#### WORK TASK
Check each line of the data for "nowrap", and copy the ones that have it.

[[ DATA SECTION, beginning ]]

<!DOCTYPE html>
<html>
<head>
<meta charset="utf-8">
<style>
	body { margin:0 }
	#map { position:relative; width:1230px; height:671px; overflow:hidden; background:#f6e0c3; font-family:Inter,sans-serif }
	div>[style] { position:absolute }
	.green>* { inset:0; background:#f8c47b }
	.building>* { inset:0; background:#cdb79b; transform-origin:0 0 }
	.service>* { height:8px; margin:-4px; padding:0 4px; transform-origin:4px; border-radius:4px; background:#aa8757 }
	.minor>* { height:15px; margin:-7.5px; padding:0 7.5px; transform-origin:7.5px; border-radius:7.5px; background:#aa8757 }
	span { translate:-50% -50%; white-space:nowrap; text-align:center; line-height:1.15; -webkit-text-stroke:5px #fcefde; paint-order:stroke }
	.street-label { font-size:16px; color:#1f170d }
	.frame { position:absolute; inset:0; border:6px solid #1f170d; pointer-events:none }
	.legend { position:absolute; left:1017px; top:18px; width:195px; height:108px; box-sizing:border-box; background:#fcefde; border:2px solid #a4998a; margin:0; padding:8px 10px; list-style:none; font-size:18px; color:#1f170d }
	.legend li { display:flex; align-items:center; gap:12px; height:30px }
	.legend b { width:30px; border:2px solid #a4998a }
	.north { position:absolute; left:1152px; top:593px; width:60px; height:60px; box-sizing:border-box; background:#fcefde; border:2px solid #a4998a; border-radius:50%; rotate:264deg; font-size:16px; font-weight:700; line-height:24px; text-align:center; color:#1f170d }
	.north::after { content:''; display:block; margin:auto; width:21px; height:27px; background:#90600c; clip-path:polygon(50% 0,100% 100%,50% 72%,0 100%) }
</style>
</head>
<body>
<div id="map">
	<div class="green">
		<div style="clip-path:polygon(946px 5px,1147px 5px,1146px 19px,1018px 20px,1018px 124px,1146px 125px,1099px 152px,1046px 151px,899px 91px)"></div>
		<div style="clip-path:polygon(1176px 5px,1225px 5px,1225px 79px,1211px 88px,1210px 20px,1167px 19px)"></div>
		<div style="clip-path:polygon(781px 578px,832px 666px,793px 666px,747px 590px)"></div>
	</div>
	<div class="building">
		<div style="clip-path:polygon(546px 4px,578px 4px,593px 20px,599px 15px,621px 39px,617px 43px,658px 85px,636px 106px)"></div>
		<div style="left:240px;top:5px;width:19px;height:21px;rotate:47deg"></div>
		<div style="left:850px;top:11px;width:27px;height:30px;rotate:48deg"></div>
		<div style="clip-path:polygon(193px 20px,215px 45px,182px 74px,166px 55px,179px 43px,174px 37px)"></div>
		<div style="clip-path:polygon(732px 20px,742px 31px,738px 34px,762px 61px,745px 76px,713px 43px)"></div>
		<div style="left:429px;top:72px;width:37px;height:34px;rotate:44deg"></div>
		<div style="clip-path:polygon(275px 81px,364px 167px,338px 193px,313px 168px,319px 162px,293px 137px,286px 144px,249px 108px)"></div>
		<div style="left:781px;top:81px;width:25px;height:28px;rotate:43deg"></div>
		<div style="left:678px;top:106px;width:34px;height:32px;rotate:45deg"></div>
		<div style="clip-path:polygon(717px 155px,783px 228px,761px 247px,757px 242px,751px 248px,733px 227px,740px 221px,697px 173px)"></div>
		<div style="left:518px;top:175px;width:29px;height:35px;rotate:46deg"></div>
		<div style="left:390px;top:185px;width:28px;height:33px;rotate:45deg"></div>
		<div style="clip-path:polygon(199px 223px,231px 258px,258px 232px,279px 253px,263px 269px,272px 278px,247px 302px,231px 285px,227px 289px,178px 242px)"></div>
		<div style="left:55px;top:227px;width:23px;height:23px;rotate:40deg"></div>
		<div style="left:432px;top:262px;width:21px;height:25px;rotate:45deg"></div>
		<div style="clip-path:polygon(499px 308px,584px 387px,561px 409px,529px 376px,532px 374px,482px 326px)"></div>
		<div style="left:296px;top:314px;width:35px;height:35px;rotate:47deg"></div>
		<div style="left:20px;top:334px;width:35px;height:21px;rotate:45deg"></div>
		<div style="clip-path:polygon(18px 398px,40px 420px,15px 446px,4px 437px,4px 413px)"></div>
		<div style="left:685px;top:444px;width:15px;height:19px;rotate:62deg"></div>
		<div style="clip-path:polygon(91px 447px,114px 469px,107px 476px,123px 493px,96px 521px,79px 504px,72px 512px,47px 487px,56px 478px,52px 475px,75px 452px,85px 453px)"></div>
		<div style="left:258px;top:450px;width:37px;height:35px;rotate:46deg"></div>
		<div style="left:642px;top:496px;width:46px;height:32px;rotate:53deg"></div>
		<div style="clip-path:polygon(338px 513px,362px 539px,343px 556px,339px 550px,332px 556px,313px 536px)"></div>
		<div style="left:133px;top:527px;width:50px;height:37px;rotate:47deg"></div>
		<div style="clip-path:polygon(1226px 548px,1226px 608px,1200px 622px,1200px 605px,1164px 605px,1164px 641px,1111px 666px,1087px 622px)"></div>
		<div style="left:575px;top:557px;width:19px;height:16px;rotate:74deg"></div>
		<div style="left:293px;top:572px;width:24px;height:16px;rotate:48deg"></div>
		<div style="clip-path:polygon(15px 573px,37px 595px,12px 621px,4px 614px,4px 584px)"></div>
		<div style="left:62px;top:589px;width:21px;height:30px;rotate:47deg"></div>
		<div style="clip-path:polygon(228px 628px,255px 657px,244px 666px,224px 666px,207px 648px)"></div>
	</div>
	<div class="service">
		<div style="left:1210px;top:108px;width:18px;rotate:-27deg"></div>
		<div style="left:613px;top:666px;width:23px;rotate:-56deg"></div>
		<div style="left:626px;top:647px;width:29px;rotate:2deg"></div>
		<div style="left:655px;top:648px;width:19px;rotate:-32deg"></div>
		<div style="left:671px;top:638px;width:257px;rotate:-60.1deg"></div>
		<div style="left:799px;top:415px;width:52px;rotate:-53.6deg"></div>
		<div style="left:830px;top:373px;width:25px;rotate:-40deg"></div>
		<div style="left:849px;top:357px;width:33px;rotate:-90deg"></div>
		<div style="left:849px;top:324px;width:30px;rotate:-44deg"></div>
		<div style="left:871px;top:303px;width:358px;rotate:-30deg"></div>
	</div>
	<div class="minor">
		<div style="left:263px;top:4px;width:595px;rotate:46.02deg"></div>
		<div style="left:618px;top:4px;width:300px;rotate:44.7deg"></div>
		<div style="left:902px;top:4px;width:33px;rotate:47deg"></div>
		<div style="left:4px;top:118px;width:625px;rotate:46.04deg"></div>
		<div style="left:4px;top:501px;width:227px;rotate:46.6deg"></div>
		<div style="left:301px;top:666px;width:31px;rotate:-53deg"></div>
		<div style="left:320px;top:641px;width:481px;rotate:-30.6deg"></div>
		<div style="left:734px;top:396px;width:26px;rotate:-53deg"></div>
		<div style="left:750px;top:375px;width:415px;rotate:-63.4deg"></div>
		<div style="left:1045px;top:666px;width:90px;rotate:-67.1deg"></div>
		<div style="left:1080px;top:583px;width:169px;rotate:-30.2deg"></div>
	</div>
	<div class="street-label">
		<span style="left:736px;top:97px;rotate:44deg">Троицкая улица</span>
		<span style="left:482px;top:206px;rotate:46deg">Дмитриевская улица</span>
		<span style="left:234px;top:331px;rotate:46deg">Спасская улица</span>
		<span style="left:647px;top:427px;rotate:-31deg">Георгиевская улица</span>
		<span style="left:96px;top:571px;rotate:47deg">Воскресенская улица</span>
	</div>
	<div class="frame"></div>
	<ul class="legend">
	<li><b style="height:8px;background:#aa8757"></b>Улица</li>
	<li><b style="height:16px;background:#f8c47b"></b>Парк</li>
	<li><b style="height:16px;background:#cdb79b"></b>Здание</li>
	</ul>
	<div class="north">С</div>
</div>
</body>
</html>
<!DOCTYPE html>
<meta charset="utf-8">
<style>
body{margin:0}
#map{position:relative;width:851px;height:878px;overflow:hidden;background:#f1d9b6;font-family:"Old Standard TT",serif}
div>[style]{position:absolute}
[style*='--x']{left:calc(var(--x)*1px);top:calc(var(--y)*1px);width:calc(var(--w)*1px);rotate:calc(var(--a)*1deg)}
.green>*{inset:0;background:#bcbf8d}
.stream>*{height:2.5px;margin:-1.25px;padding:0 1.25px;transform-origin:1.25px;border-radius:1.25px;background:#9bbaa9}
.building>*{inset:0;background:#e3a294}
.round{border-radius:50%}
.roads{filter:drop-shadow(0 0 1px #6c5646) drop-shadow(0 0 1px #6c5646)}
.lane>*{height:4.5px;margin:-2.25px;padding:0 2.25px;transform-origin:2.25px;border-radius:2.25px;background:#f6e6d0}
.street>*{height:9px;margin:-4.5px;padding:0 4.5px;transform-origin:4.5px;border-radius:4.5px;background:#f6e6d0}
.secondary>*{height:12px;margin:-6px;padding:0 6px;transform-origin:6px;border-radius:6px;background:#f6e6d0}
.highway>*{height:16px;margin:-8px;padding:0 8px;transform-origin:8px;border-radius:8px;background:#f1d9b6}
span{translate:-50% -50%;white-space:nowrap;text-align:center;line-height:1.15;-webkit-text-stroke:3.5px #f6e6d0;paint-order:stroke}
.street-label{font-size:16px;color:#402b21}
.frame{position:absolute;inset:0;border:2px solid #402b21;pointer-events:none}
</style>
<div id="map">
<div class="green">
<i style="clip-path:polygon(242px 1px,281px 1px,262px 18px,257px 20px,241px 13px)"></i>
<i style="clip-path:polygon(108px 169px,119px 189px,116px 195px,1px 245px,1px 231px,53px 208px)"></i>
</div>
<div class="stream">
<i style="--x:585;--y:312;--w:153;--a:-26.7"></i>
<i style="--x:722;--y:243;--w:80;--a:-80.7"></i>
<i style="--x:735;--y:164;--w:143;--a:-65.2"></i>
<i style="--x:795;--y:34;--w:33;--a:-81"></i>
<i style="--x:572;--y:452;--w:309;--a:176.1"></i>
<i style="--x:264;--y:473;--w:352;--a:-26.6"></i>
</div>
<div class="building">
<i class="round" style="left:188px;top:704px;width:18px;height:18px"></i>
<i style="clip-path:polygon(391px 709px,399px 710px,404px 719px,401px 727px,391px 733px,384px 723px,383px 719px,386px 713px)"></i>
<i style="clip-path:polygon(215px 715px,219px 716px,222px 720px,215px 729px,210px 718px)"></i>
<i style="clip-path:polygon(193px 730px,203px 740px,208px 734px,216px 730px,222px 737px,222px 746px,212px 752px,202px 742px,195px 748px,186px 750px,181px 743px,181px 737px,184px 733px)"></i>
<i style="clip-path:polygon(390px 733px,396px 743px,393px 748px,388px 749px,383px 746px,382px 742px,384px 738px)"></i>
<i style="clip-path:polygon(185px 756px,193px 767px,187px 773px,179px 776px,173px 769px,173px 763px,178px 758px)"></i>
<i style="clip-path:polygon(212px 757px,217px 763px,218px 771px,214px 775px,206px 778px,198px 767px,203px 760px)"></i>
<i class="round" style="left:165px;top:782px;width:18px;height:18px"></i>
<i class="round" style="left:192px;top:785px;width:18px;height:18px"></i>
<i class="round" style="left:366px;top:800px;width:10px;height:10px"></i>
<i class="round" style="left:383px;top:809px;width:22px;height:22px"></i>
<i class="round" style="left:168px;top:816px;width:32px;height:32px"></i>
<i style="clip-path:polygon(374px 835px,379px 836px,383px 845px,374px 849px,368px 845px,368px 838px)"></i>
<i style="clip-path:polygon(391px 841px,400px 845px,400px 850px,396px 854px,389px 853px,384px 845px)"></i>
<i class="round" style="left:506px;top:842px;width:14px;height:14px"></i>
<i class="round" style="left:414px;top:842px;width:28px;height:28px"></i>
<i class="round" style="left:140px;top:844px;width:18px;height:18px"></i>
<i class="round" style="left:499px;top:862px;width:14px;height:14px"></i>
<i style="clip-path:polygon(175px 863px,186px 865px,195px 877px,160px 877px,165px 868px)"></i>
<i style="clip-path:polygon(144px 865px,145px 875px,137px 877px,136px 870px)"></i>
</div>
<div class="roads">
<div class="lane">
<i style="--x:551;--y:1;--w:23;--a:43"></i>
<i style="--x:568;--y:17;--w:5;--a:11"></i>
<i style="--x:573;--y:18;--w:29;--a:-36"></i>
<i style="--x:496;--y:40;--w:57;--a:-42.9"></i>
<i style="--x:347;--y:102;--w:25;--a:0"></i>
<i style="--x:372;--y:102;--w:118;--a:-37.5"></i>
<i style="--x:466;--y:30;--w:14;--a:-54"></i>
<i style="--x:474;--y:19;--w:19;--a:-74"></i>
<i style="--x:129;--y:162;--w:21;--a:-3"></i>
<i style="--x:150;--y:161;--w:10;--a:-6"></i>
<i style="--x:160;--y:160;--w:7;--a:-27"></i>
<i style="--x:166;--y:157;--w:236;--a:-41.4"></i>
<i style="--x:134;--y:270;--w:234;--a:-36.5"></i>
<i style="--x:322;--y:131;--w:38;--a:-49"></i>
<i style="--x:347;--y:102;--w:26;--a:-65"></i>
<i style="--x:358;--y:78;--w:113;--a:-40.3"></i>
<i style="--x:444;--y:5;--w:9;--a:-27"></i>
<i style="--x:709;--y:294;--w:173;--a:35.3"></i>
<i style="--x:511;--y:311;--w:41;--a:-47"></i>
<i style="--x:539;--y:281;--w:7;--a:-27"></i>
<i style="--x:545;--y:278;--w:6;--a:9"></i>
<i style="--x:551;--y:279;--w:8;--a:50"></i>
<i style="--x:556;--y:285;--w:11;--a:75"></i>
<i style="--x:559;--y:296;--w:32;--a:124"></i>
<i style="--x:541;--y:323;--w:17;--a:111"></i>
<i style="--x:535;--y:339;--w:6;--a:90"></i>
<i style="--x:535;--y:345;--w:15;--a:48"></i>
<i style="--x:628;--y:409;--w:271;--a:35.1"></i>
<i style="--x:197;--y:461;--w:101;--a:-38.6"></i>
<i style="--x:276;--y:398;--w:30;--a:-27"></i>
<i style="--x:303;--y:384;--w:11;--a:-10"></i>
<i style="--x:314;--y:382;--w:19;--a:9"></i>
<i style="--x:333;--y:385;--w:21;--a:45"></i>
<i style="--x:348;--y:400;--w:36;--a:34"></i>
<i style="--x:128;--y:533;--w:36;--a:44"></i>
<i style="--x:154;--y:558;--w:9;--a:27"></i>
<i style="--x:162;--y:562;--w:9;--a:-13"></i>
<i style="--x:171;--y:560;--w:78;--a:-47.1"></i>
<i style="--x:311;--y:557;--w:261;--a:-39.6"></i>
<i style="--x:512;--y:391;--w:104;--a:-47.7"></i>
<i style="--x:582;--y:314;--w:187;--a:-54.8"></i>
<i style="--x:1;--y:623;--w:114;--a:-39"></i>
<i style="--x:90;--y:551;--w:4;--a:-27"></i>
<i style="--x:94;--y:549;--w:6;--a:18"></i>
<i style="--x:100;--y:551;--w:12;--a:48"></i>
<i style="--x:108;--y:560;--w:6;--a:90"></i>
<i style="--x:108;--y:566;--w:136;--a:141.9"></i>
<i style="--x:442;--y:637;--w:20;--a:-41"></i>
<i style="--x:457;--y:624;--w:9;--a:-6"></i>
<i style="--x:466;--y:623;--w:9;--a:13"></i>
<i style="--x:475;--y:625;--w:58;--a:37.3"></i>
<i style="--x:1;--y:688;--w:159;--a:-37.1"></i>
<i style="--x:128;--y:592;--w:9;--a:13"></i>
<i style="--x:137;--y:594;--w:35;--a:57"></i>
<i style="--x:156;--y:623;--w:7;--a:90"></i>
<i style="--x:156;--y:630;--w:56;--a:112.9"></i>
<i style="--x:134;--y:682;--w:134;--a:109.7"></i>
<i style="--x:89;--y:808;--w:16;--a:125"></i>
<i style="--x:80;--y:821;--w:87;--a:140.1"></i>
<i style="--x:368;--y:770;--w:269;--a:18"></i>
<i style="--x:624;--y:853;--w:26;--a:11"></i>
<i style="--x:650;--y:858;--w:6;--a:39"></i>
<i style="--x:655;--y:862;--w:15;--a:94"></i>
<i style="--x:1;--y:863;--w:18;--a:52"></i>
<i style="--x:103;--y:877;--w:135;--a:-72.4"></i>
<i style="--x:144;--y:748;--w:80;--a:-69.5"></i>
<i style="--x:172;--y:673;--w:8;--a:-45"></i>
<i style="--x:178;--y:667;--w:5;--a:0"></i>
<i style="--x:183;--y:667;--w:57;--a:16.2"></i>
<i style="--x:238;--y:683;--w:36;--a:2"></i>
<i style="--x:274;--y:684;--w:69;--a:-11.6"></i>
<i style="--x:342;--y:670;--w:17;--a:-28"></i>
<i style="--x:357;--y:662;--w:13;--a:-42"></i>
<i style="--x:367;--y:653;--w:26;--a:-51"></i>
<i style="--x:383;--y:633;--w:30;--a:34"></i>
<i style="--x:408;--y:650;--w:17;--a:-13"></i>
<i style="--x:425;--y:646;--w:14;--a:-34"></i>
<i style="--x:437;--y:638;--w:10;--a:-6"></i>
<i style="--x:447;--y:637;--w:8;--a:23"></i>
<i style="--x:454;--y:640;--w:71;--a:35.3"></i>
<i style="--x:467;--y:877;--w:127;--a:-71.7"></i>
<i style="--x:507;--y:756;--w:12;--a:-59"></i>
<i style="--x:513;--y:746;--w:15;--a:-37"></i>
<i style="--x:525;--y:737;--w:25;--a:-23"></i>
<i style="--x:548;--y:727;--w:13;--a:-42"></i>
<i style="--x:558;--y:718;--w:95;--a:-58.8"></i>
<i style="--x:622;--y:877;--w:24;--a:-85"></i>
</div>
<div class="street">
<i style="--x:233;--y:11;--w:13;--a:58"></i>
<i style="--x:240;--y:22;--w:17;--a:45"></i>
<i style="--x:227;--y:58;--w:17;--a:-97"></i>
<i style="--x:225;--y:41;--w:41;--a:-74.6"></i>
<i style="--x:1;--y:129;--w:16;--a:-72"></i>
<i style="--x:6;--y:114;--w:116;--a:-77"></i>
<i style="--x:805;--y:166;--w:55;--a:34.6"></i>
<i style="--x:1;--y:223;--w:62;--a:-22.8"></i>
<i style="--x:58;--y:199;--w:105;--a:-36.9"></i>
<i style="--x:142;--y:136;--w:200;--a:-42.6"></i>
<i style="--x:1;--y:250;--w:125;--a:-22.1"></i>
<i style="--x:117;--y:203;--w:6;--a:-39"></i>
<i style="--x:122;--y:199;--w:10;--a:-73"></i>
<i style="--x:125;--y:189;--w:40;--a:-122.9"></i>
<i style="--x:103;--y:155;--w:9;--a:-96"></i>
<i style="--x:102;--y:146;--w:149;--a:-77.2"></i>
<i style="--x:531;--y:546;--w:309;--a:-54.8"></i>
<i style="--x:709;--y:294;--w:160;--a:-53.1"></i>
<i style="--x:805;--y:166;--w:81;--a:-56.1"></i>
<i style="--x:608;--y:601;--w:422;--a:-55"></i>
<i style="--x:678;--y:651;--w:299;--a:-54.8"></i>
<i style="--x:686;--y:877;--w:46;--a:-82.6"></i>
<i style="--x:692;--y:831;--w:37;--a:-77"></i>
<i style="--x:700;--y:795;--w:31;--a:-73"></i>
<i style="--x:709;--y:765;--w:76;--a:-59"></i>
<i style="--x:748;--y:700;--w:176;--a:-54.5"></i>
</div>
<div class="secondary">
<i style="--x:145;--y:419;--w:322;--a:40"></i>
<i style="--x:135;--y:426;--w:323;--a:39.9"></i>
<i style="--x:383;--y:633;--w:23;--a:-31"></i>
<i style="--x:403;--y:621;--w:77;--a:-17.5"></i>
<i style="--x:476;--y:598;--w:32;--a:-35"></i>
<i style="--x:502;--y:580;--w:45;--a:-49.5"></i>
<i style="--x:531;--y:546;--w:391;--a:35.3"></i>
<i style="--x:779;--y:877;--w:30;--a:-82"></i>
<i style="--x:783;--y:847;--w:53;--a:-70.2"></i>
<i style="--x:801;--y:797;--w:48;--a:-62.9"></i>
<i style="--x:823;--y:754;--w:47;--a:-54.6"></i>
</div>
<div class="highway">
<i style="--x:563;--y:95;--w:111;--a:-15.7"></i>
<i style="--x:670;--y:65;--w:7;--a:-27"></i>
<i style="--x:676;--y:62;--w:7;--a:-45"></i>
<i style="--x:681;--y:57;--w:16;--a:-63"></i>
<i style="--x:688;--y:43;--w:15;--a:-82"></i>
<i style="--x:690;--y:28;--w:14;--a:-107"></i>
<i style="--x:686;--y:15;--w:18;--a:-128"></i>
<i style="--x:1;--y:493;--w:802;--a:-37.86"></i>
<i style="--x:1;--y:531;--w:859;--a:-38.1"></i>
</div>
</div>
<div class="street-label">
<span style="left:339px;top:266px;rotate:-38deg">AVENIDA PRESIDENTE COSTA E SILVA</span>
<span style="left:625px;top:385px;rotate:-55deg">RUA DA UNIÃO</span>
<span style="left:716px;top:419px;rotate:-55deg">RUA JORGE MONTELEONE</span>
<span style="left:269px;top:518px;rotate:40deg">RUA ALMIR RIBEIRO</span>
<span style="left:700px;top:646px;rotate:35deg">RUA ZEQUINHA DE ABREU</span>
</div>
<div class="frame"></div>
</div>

[[ DATA SECTION, end ]]

#### FINAL ANSWER
	span { translate:-50% -50%; white-space:nowrap; text-align:center; line-height:1.15; -webkit-text-stroke:5px #fcefde; paint-order:stroke }
span{translate:-50% -50%;white-space:nowrap;text-align:center;line-height:1.15;-webkit-text-stroke:3.5px #f6e6d0;paint-order:stroke}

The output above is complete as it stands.